WHAT THIS TASK INVOLVES — Below are the records. State how many of their lines hold the word "bridge", and add nothing else.

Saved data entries
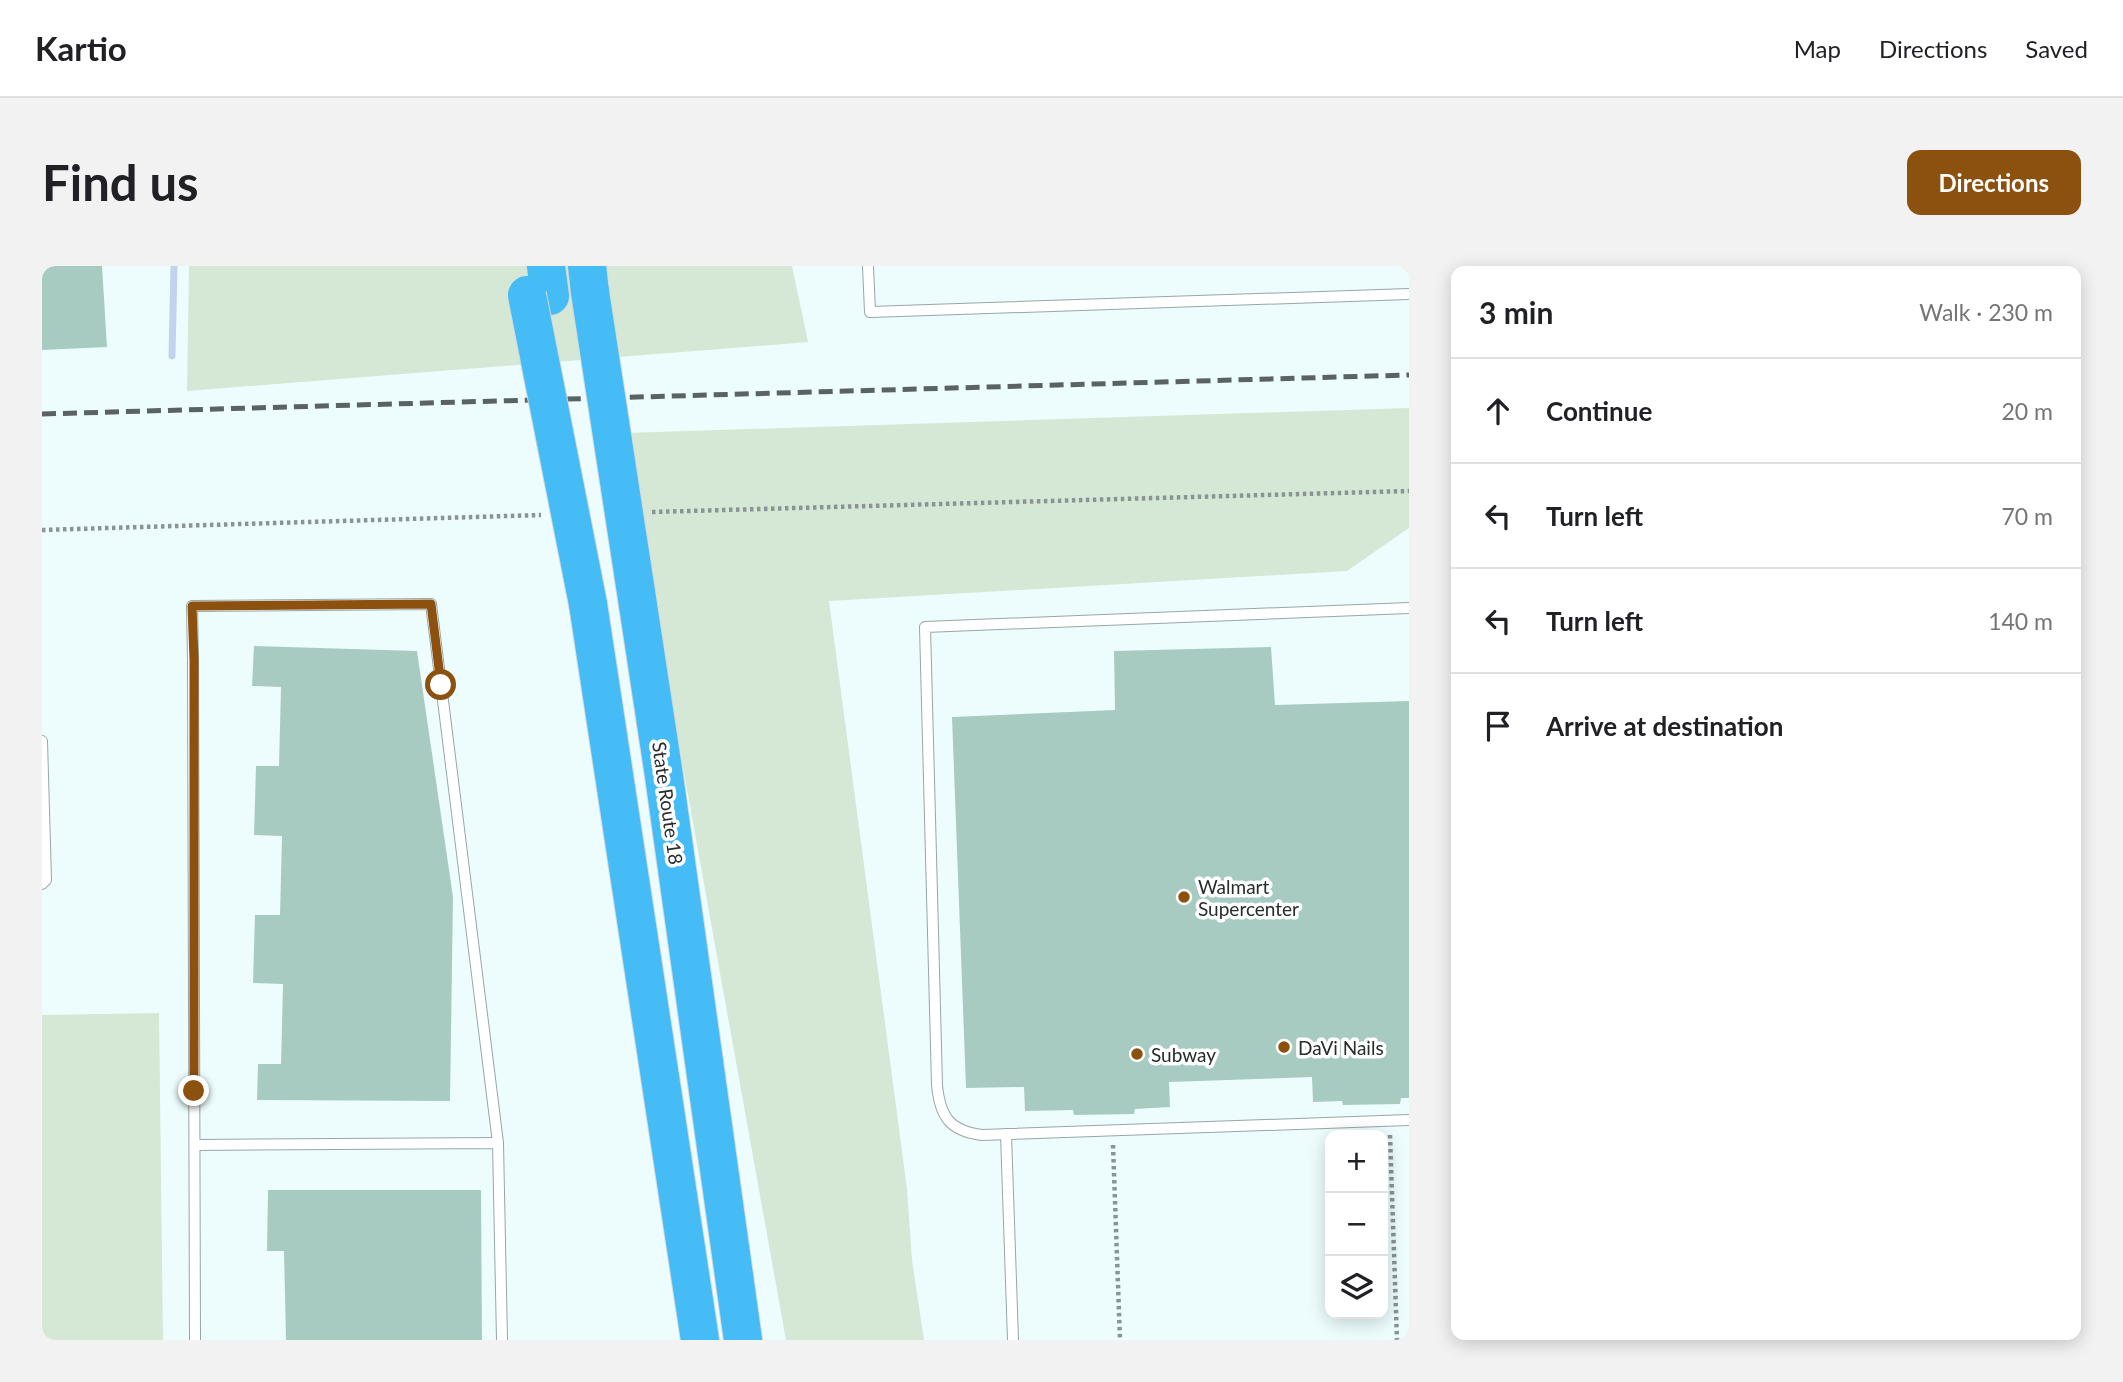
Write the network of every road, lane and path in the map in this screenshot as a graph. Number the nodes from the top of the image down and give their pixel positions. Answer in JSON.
{"nodes":[{"id":1,"x":868,"y":266,"type":"edge"},
{"id":2,"x":589,"y":275,"type":"edge"},
{"id":3,"x":536,"y":281,"type":"edge"},
{"id":4,"x":1409,"y":294,"type":"edge"},
{"id":5,"x":1409,"y":491,"type":"edge"},
{"id":6,"x":642,"y":513,"type":"dead end"},
{"id":7,"x":544,"y":515,"type":"dead end"},
{"id":8,"x":42,"y":530,"type":"edge"},
{"id":9,"x":1409,"y":608,"type":"edge"},
{"id":10,"x":42,"y":741,"type":"edge"},
{"id":11,"x":664,"y":776,"type":"junction"},
{"id":12,"x":42,"y":884,"type":"edge"},
{"id":13,"x":1409,"y":1119,"type":"edge"},
{"id":14,"x":1389,"y":1120,"type":"junction"},
{"id":15,"x":1113,"y":1130,"type":"junction"},
{"id":16,"x":1006,"y":1134,"type":"junction"},
{"id":17,"x":498,"y":1143,"type":"junction"},
{"id":18,"x":195,"y":1144,"type":"junction"},
{"id":19,"x":195,"y":1340,"type":"edge"},
{"id":20,"x":502,"y":1340,"type":"edge"},
{"id":21,"x":700,"y":1340,"type":"edge"},
{"id":22,"x":743,"y":1340,"type":"edge"},
{"id":23,"x":768,"y":1340,"type":"edge"},
{"id":24,"x":1013,"y":1340,"type":"edge"},
{"id":25,"x":1120,"y":1340,"type":"edge"},
{"id":26,"x":1397,"y":1340,"type":"edge"}],
"edges":[{"from":1,"to":4,"type":"lane"},
{"from":2,"to":11,"type":"highway","name":"State Route 18","bridge":true},
{"from":3,"to":21,"type":"highway","bridge":true},
{"from":5,"to":6,"type":"path"},
{"from":7,"to":8,"type":"path"},
{"from":9,"to":16,"type":"lane"},
{"from":10,"to":12,"type":"lane"},
{"from":11,"to":22,"type":"highway","name":"State Route 18"},
{"from":11,"to":23,"type":"highway"},
{"from":13,"to":14,"type":"lane"},
{"from":14,"to":15,"type":"lane"},
{"from":14,"to":26,"type":"path"},
{"from":15,"to":16,"type":"lane"},
{"from":15,"to":25,"type":"path"},
{"from":16,"to":24,"type":"lane"},
{"from":17,"to":18,"type":"lane"},
{"from":17,"to":18,"type":"lane"},
{"from":17,"to":20,"type":"lane"},
{"from":18,"to":19,"type":"lane"}]}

TASK OUTPUT — 2